I've been on the internet for a long time. I developed certain habits over that time, as I and the internet grew up together. We were BFFs, doing everything together.
I was an ICQ user. I have people in my phone that I've known since I was 12 years old, dicking around on the internet, waiting for the computer to go "uh oh!" and alert me to a new IM.
I was an early adopter of all of the major pockets of the internet, all the major platforms, and developed many friendships and other bonds with people because we happened upon each others photos in the same city, we liked the same coffee shop, or just because we seemed to have the same general vibe. Hashtags brought us together. We exchanged contact and met in different cities. I met librarians, photographers, people who were fascinating and outside of my limited, daily physical orbit.
The internet used to be super cool.
And now I really can't stand it. Like, at all.
The internet used to help me feel connected to people I didn't get to see often, the way maybe a postcard or a phone call used to connect people who moved away. Now, I go on the platforms and I feel so very disconnected from everyone. I see stranger's content about their politics, I read about how streaming your entire day is the new "cool thing," and I just get exhausted.
In 2025, I had to admit I had outgrown some old behaviors, some old patterns, some old people. I deleted my Instagram after a bad fight with a friend, even though it meant saying goodbye to almost 15 years of photos and messages and connections and proof that I existed. I deleted all the accounts I could locate across the web, small and large accounts, things that had been with me for 10+ years. I would have deleted my Facebook if it wasn't part of my volunteering to post on social media.
Do I feel free? No. I feel like I'm missing out. All the time.
Do I feel better? No. I feel like I'm worse in some ways.

Let's move on. Sort of.
All of this ranting is because I thought about my New Year's tradition of posting about the year in review. I would post a collection of photos from the year, a narrative reflection, and move on.
But this year was terrible. Terrible on an epic scale. Globally, nationally, locally. Micro, macro. It all sucked.
Did some good things happen? Yes. Of course they did. No thing is ever all good or all bad. It's a mixed up jumble of happy moments and sad moments and also just moments of existing and getting through and doing chores.
Even though there were things to celebrate, all I could think about were the hard things. The things that still make me sad. I miss my dog, my friends, my family, everything that 2025 took from me and I can't get back.
And, goddamnit, I miss the internet.
But I miss my internet. the internet of old. Livejournal, and ICQ, and AIM, and Flickr, and MySpace, and the internet free of an algorithm that determined who was popular and who wasn't. An internet that wasn't just rehashing the same skits over and over with different faces like the most absurdist fractal pattern you've ever seen.
Which, frankly, is why I started this blog. To feel connected to something that the world lost a very long time ago. Will anyone ever see these? Maybe. Maybe not. That's okay.

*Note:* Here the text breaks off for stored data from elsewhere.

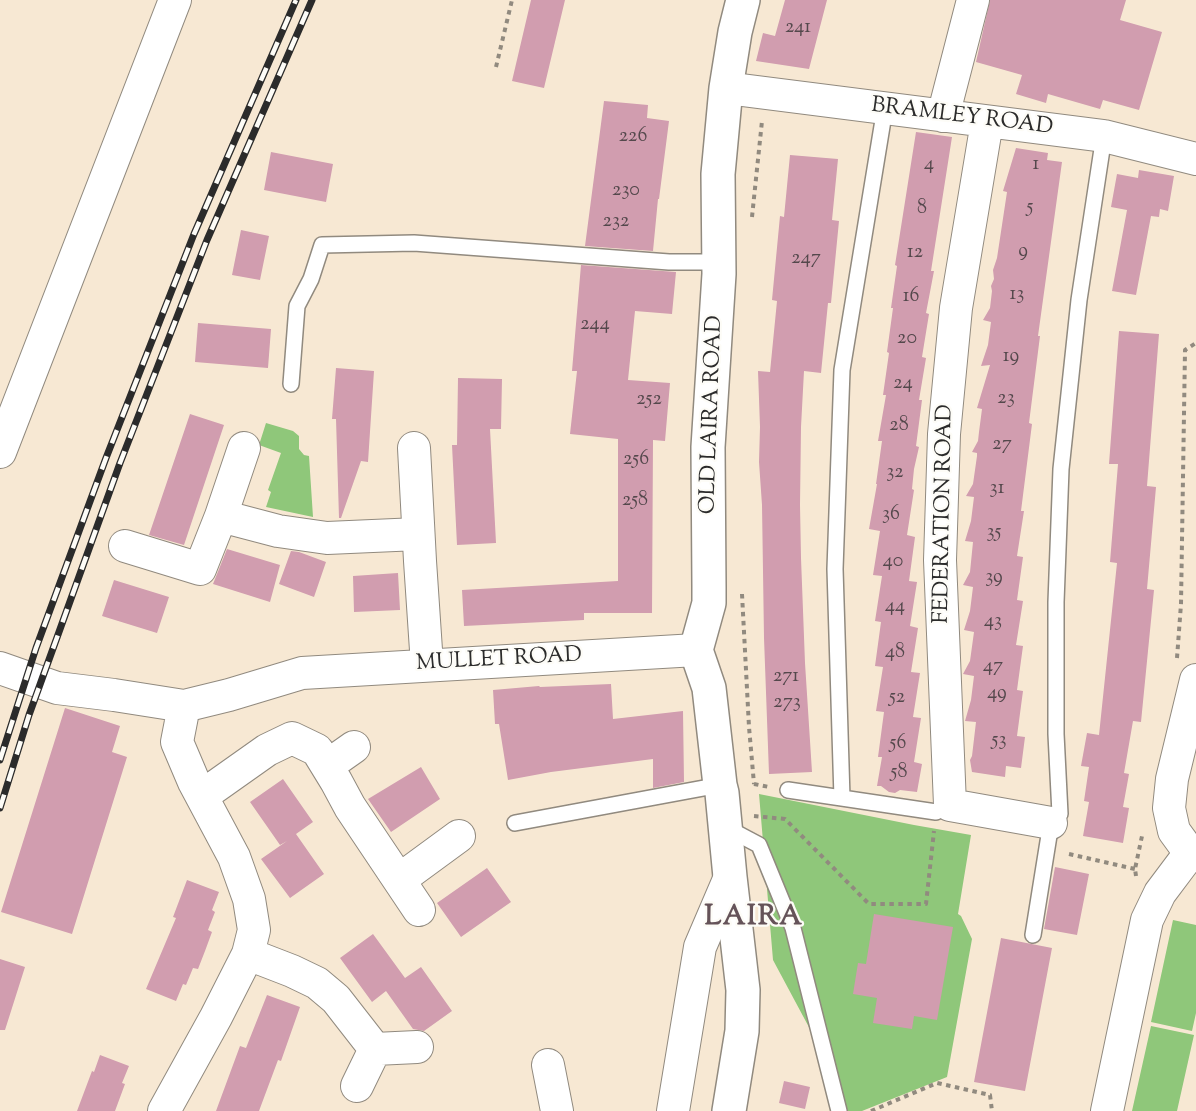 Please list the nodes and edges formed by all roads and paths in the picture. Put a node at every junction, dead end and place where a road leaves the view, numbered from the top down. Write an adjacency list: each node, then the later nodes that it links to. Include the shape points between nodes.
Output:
1 (175, 0): 19 (street)
2 (512, 0): 5 (path)
3 (744, 0): 6 (main road, OLD LAIRA ROAD)
4 (973, 0): 9 (street)
5 (496, 67)
6 (726, 88): 7 (street, BRAMLEY ROAD); 14 (main road, OLD LAIRA ROAD, via 718,174)
7 (766, 93): 8 (street, BRAMLEY ROAD); 13 (path)
8 (885, 108): 9 (street, BRAMLEY ROAD); 34 (lane, via 842,370 835,569)
9 (943, 116): 10 (street, BRAMLEY ROAD)
10 (987, 122): 11 (street, BRAMLEY ROAD); 37 (street, FEDERATION ROAD, via 956,308 944,434 940,560)
11 (1104, 136): 12 (street, BRAMLEY ROAD); 42 (lane, via 1079,300 1061,469 1056,602 1060,814)
12 (1196, 159)
13 (751, 222)
14 (718, 262): 16 (lane, via 669,262 414,243 322,245 297,306); 24 (main road, OLD LAIRA ROAD, via 708,447 709,603)
15 (1196, 343): 27 (path, via 1185,350 1181,604)
16 (291, 384)
17 (244, 448): 20 (street)
18 (414, 448): 21 (street)
19 (0, 452)
20 (221, 516): 21 (street, via 278,531 327,538); 22 (street, via 200,569)
21 (418, 534): 25 (street)
22 (125, 546)
23 (742, 588): 32 (path)
24 (696, 650): 25 (street, MULLET ROAD); 36 (main road, via 709,688)
25 (427, 665): 28 (street, MULLET ROAD, via 302,672)
26 (0, 668): 28 (street, via 57,688)
27 (1186, 673): 43 (street, via 1169,808 1174,831)
28 (184, 706): 33 (street, via 177,742)
29 (354, 747): 30 (street)
30 (327, 766): 33 (street, via 317,750 292,738 267,750); 46 (street)
31 (788, 790): 34 (lane)
32 (755, 795)
33 (202, 796): 50 (street, via 234,857 249,899 254,930)
34 (842, 798): 37 (lane)
35 (755, 806): 38 (path)
36 (723, 808): 38 (path); 39 (lane); 45 (main road); 59 (lane, via 759,845 793,928)
37 (943, 809): 38 (path, via 926,904 868,904 785,819); 42 (street)
38 (756, 816)
39 (515, 823)
40 (1143, 832): 44 (path)
41 (459, 836): 46 (street)
42 (1049, 836): 44 (path); 49 (lane)
43 (1193, 855): 47 (street)
44 (1135, 869): 47 (path, via 1137,896)
45 (730, 877): 57 (street, via 700,946); 58 (main road, via 743,990 742,1031)
46 (399, 880): 48 (street)
47 (1156, 902): 62 (street, via 1147,920)
48 (419, 910)
49 (1033, 935)
50 (248, 954): 52 (street, via 317,983 336,999); 55 (street)
51 (417, 1047): 52 (street)
52 (375, 1049): 54 (street)
53 (548, 1065): 56 (street)
54 (357, 1086)
55 (164, 1111)
56 (557, 1111)
57 (673, 1111)
58 (729, 1111)
59 (839, 1111)
60 (871, 1111): 61 (path, via 937,1083 990,1095)
61 (992, 1111)
62 (1107, 1111)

I'll still be here, typing at the void.
So what did happen in 2025?
Dan got promoted. I finished my leadership program. I had a lot of therapy. I grew, gained an appreciation of myself I lacked previously, chilled out a lot, and managed myself through many mental and physical health slip-ups or regressions.
According to eBird, I added 55 new birds to my life list.
My favorite? All of them.
But the Glossy Ibis was hard won, and a really wonderful find. What a beautiful dinosaur.








Thanks for spending this time with me, friends.
I hope you stick around for the rest of 2026.
Dear Dan,
I know you have to stick around, so thank you for marrying me and reading my rambling that I'm sure I already told you in person. I love you.